(What is being asked):
Repeat the records below exactly, leaving out every picture.

(Data extracts):
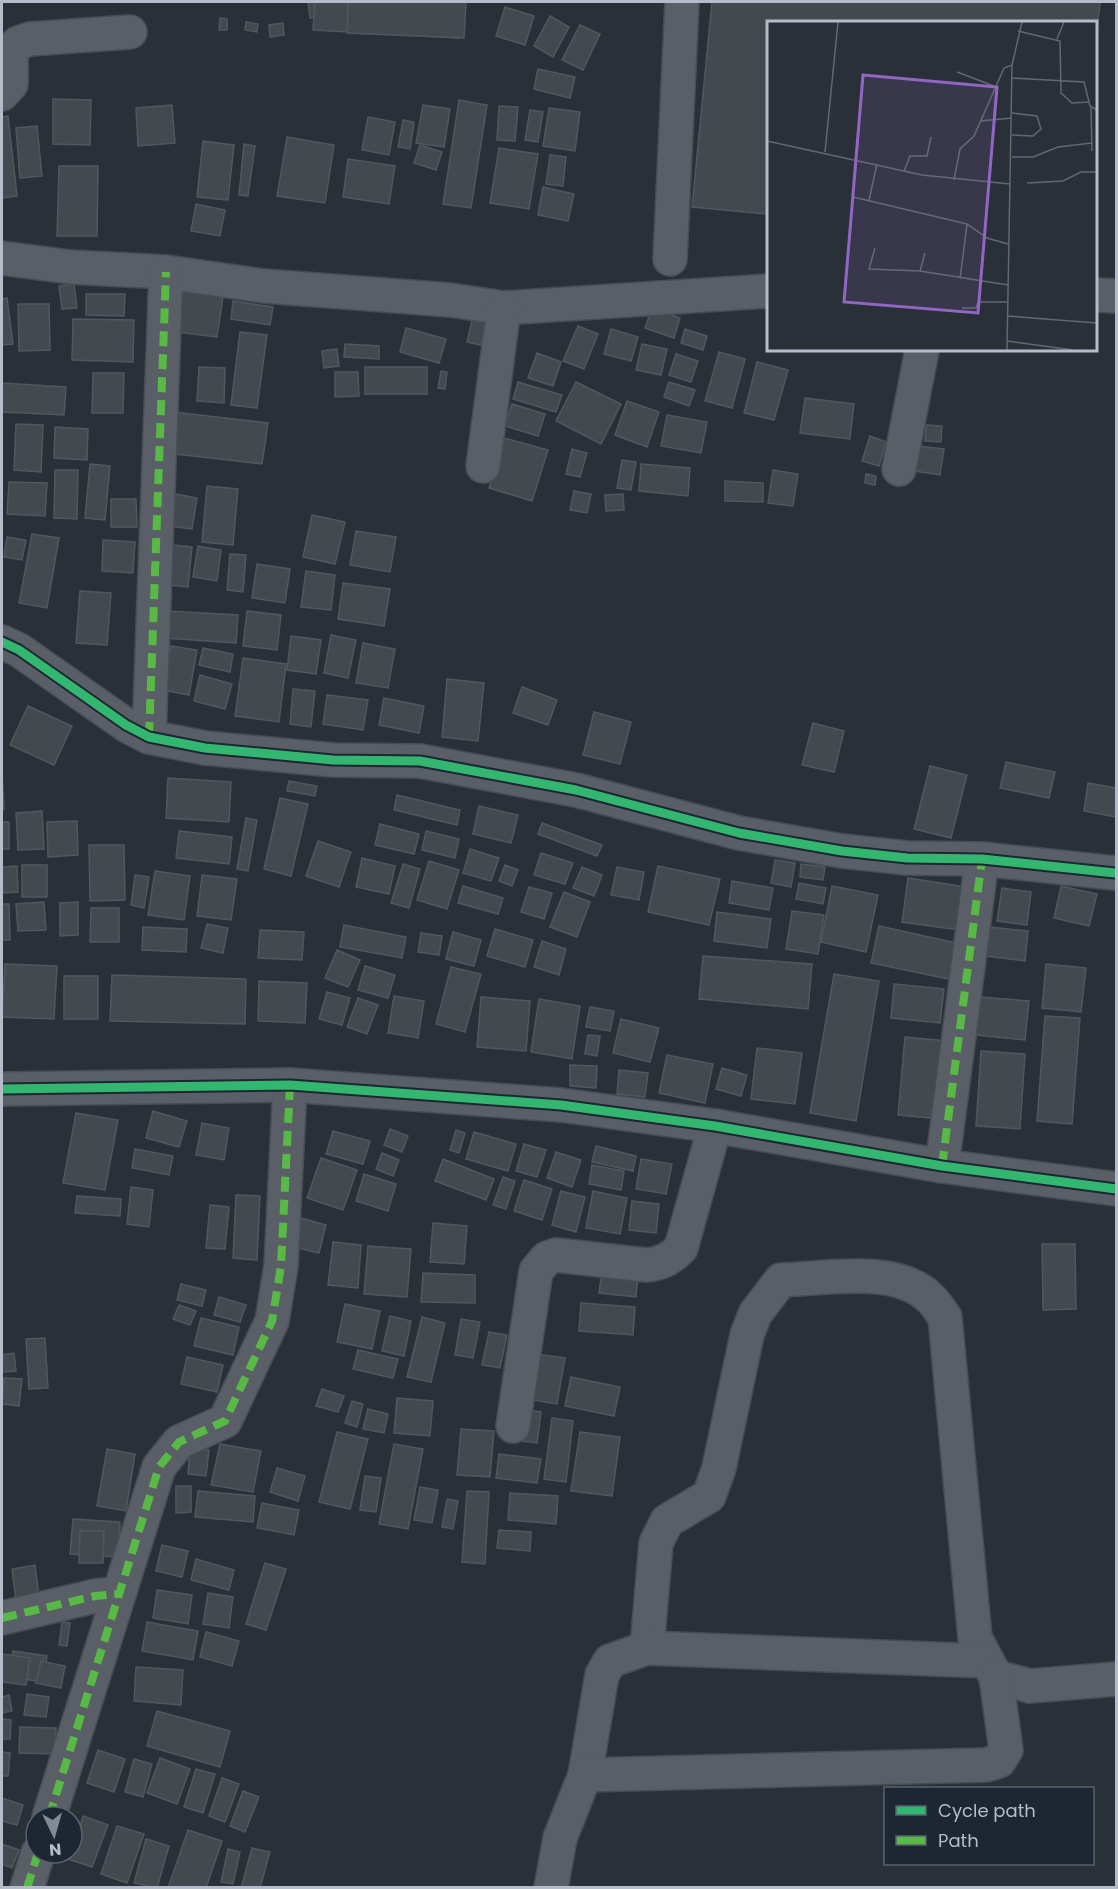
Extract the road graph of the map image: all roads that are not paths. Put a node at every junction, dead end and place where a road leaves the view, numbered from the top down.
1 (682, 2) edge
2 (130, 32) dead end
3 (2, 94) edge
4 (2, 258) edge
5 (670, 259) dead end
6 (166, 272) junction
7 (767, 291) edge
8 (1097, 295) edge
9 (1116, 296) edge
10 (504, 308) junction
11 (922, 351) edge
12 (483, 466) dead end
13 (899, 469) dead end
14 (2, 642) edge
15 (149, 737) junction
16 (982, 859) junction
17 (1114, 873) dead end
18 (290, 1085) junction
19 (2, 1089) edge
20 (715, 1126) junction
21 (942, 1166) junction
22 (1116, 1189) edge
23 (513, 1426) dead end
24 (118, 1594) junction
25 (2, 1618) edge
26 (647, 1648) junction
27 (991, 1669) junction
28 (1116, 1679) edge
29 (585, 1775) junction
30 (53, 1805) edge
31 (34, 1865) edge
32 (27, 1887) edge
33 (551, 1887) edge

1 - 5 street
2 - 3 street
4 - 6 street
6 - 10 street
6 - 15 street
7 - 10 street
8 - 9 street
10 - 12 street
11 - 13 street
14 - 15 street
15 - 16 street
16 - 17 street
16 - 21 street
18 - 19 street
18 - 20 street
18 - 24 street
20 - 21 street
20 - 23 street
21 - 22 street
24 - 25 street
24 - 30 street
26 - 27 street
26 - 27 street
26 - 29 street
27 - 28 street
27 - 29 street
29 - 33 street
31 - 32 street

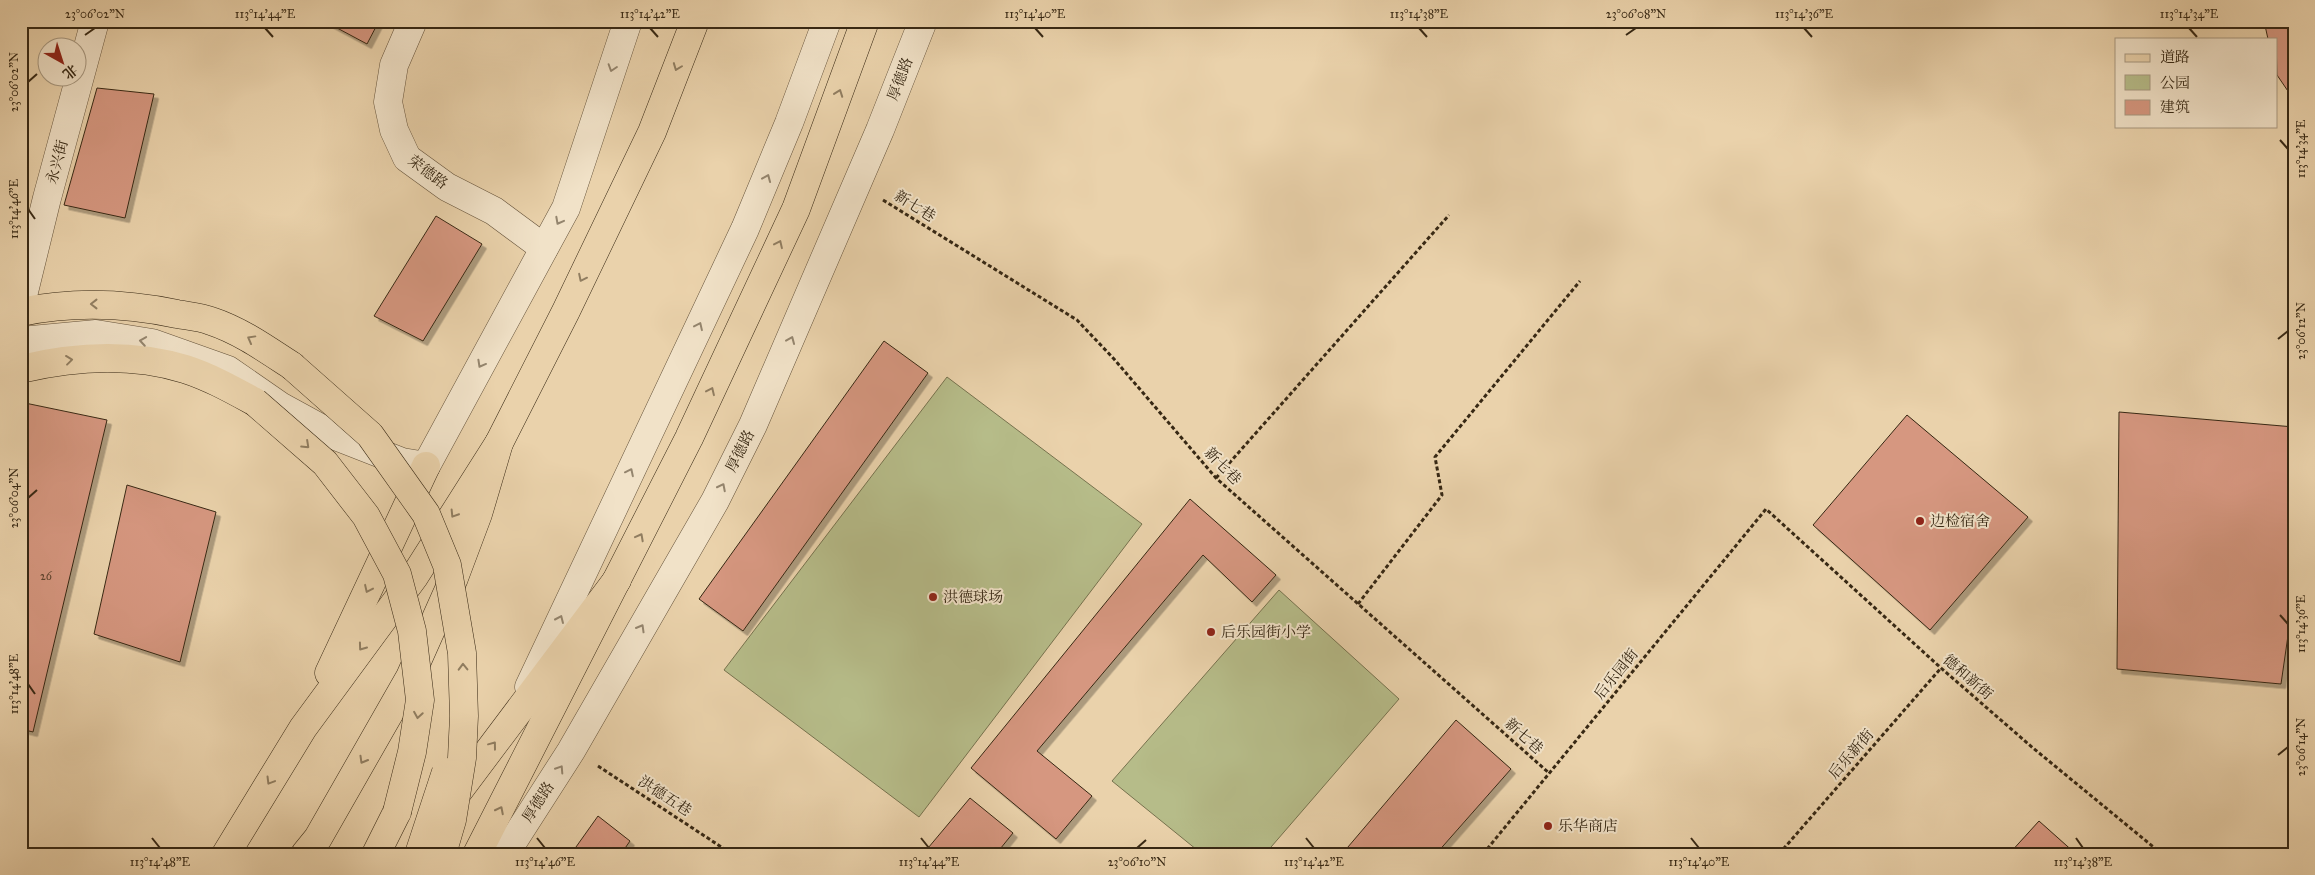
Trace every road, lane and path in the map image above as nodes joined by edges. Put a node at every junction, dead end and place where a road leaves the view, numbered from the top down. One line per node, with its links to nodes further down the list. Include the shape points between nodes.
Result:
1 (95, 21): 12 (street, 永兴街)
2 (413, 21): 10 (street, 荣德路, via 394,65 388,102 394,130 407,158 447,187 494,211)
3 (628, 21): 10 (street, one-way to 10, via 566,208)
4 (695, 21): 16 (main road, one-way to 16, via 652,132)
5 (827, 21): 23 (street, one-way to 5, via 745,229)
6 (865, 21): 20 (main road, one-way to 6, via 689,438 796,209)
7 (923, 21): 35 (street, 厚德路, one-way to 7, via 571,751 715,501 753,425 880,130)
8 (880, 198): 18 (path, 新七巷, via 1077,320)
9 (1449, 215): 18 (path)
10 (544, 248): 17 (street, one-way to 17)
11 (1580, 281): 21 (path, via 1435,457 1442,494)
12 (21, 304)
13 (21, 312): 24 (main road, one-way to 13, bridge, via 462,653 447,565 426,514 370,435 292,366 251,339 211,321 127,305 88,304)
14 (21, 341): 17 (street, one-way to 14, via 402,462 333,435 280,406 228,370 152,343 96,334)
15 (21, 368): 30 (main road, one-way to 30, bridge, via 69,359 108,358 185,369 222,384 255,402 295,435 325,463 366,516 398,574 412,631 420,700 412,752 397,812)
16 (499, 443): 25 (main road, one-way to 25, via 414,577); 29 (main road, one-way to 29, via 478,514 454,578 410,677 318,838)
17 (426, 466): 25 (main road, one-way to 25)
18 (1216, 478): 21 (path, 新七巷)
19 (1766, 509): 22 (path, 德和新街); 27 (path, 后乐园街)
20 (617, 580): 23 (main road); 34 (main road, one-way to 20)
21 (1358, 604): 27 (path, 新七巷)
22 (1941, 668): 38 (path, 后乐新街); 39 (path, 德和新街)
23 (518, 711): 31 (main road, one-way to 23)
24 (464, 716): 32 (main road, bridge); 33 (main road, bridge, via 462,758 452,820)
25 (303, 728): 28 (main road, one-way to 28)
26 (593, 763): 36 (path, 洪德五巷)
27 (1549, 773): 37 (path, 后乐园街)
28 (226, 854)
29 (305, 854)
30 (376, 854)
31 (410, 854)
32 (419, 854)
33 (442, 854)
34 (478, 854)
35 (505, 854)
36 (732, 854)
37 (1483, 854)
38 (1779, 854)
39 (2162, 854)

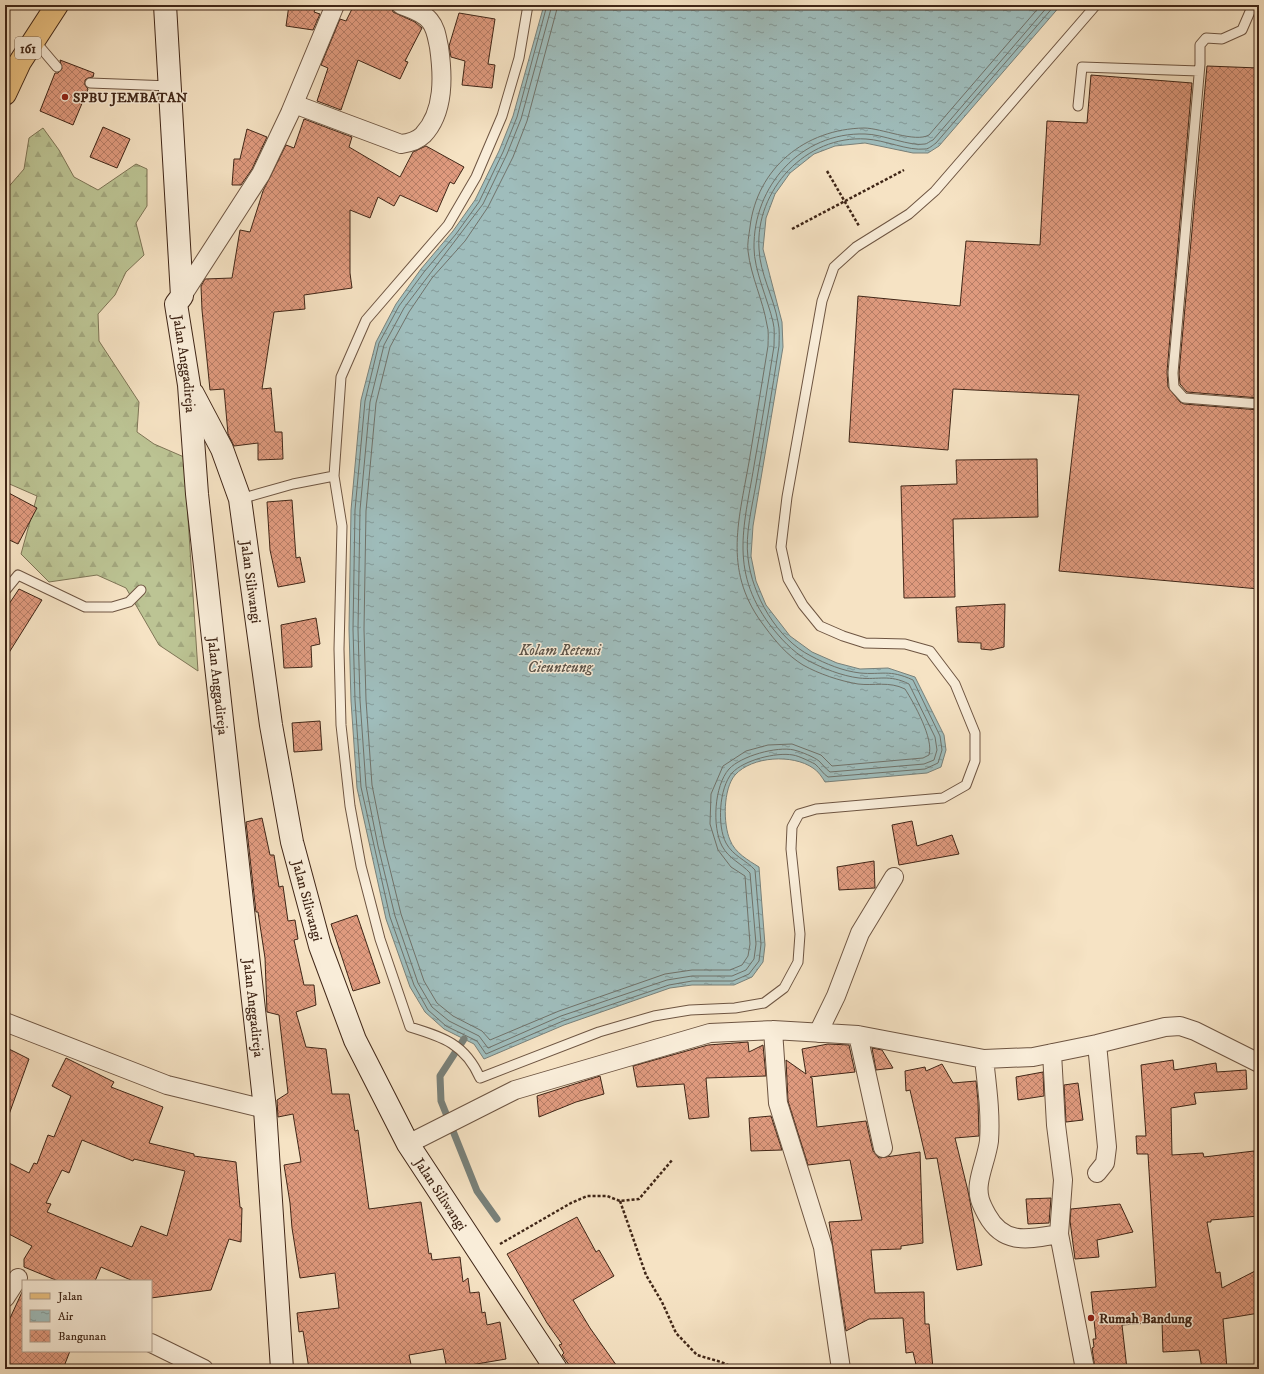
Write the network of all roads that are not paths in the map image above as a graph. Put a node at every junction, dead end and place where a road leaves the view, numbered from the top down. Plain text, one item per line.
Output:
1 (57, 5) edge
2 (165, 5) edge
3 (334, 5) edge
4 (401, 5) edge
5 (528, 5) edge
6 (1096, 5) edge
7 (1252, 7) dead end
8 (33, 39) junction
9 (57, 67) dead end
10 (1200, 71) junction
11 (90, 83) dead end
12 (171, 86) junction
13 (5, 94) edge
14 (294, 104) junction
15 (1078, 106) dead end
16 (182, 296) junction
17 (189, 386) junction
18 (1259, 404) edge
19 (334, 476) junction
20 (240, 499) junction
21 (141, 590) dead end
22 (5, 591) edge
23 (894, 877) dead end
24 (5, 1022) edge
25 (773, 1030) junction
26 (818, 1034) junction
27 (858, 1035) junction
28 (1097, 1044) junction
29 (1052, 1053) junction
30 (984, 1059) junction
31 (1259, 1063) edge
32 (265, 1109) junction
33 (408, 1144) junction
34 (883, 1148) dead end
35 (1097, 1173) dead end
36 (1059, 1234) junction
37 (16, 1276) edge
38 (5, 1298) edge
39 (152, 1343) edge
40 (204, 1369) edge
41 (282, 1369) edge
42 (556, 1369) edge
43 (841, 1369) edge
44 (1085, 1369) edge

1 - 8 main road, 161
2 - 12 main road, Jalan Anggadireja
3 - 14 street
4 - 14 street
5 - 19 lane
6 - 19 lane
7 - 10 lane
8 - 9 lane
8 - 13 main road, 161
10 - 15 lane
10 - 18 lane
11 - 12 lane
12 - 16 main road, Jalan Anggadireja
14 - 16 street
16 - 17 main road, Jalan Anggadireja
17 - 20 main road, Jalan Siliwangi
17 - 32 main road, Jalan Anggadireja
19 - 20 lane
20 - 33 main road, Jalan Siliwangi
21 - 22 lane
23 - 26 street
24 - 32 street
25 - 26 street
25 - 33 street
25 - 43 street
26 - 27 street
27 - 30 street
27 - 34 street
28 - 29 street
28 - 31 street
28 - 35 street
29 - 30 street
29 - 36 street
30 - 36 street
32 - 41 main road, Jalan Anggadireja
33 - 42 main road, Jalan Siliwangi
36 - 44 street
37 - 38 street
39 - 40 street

(Solution to the problem):
Extract the road graph of the map image: all roads that are not paths. Put a node at every junction, dead end and place where a road leaves the view, numbered from the top down.
1 (682, 2) edge
2 (130, 32) dead end
3 (2, 94) edge
4 (2, 258) edge
5 (670, 259) dead end
6 (166, 272) junction
7 (767, 291) edge
8 (1097, 295) edge
9 (1116, 296) edge
10 (504, 308) junction
11 (922, 351) edge
12 (483, 466) dead end
13 (899, 469) dead end
14 (2, 642) edge
15 (149, 737) junction
16 (982, 859) junction
17 (1114, 873) dead end
18 (290, 1085) junction
19 (2, 1089) edge
20 (715, 1126) junction
21 (942, 1166) junction
22 (1116, 1189) edge
23 (513, 1426) dead end
24 (118, 1594) junction
25 (2, 1618) edge
26 (647, 1648) junction
27 (991, 1669) junction
28 (1116, 1679) edge
29 (585, 1775) junction
30 (53, 1805) edge
31 (34, 1865) edge
32 (27, 1887) edge
33 (551, 1887) edge

1 - 5 street
2 - 3 street
4 - 6 street
6 - 10 street
6 - 15 street
7 - 10 street
8 - 9 street
10 - 12 street
11 - 13 street
14 - 15 street
15 - 16 street
16 - 17 street
16 - 21 street
18 - 19 street
18 - 20 street
18 - 24 street
20 - 21 street
20 - 23 street
21 - 22 street
24 - 25 street
24 - 30 street
26 - 27 street
26 - 27 street
26 - 29 street
27 - 28 street
27 - 29 street
29 - 33 street
31 - 32 street

Trace every road, lane and path in the map image above as nodes joined by edges. Put a node at every junction, dead end and place where a road leaves the view, numbered from the top down. One line per node, with its links to nodes further down the list. Include the shape points between nodes.
Result:
1 (95, 21): 12 (street, 永兴街)
2 (413, 21): 10 (street, 荣德路, via 394,65 388,102 394,130 407,158 447,187 494,211)
3 (628, 21): 10 (street, one-way to 10, via 566,208)
4 (695, 21): 16 (main road, one-way to 16, via 652,132)
5 (827, 21): 23 (street, one-way to 5, via 745,229)
6 (865, 21): 20 (main road, one-way to 6, via 689,438 796,209)
7 (923, 21): 35 (street, 厚德路, one-way to 7, via 571,751 715,501 753,425 880,130)
8 (880, 198): 18 (path, 新七巷, via 1077,320)
9 (1449, 215): 18 (path)
10 (544, 248): 17 (street, one-way to 17)
11 (1580, 281): 21 (path, via 1435,457 1442,494)
12 (21, 304)
13 (21, 312): 24 (main road, one-way to 13, bridge, via 462,653 447,565 426,514 370,435 292,366 251,339 211,321 127,305 88,304)
14 (21, 341): 17 (street, one-way to 14, via 402,462 333,435 280,406 228,370 152,343 96,334)
15 (21, 368): 30 (main road, one-way to 30, bridge, via 69,359 108,358 185,369 222,384 255,402 295,435 325,463 366,516 398,574 412,631 420,700 412,752 397,812)
16 (499, 443): 25 (main road, one-way to 25, via 414,577); 29 (main road, one-way to 29, via 478,514 454,578 410,677 318,838)
17 (426, 466): 25 (main road, one-way to 25)
18 (1216, 478): 21 (path, 新七巷)
19 (1766, 509): 22 (path, 德和新街); 27 (path, 后乐园街)
20 (617, 580): 23 (main road); 34 (main road, one-way to 20)
21 (1358, 604): 27 (path, 新七巷)
22 (1941, 668): 38 (path, 后乐新街); 39 (path, 德和新街)
23 (518, 711): 31 (main road, one-way to 23)
24 (464, 716): 32 (main road, bridge); 33 (main road, bridge, via 462,758 452,820)
25 (303, 728): 28 (main road, one-way to 28)
26 (593, 763): 36 (path, 洪德五巷)
27 (1549, 773): 37 (path, 后乐园街)
28 (226, 854)
29 (305, 854)
30 (376, 854)
31 (410, 854)
32 (419, 854)
33 (442, 854)
34 (478, 854)
35 (505, 854)
36 (732, 854)
37 (1483, 854)
38 (1779, 854)
39 (2162, 854)

Write the network of all roads that are not paths in the map image above as a graph. Put a node at every junction, dead end and place where a road leaves the view, numbered from the top down. Plain text, one item per line.
Output:
1 (57, 5) edge
2 (165, 5) edge
3 (334, 5) edge
4 (401, 5) edge
5 (528, 5) edge
6 (1096, 5) edge
7 (1252, 7) dead end
8 (33, 39) junction
9 (57, 67) dead end
10 (1200, 71) junction
11 (90, 83) dead end
12 (171, 86) junction
13 (5, 94) edge
14 (294, 104) junction
15 (1078, 106) dead end
16 (182, 296) junction
17 (189, 386) junction
18 (1259, 404) edge
19 (334, 476) junction
20 (240, 499) junction
21 (141, 590) dead end
22 (5, 591) edge
23 (894, 877) dead end
24 (5, 1022) edge
25 (773, 1030) junction
26 (818, 1034) junction
27 (858, 1035) junction
28 (1097, 1044) junction
29 (1052, 1053) junction
30 (984, 1059) junction
31 (1259, 1063) edge
32 (265, 1109) junction
33 (408, 1144) junction
34 (883, 1148) dead end
35 (1097, 1173) dead end
36 (1059, 1234) junction
37 (16, 1276) edge
38 (5, 1298) edge
39 (152, 1343) edge
40 (204, 1369) edge
41 (282, 1369) edge
42 (556, 1369) edge
43 (841, 1369) edge
44 (1085, 1369) edge

1 - 8 main road, 161
2 - 12 main road, Jalan Anggadireja
3 - 14 street
4 - 14 street
5 - 19 lane
6 - 19 lane
7 - 10 lane
8 - 9 lane
8 - 13 main road, 161
10 - 15 lane
10 - 18 lane
11 - 12 lane
12 - 16 main road, Jalan Anggadireja
14 - 16 street
16 - 17 main road, Jalan Anggadireja
17 - 20 main road, Jalan Siliwangi
17 - 32 main road, Jalan Anggadireja
19 - 20 lane
20 - 33 main road, Jalan Siliwangi
21 - 22 lane
23 - 26 street
24 - 32 street
25 - 26 street
25 - 33 street
25 - 43 street
26 - 27 street
27 - 30 street
27 - 34 street
28 - 29 street
28 - 31 street
28 - 35 street
29 - 30 street
29 - 36 street
30 - 36 street
32 - 41 main road, Jalan Anggadireja
33 - 42 main road, Jalan Siliwangi
36 - 44 street
37 - 38 street
39 - 40 street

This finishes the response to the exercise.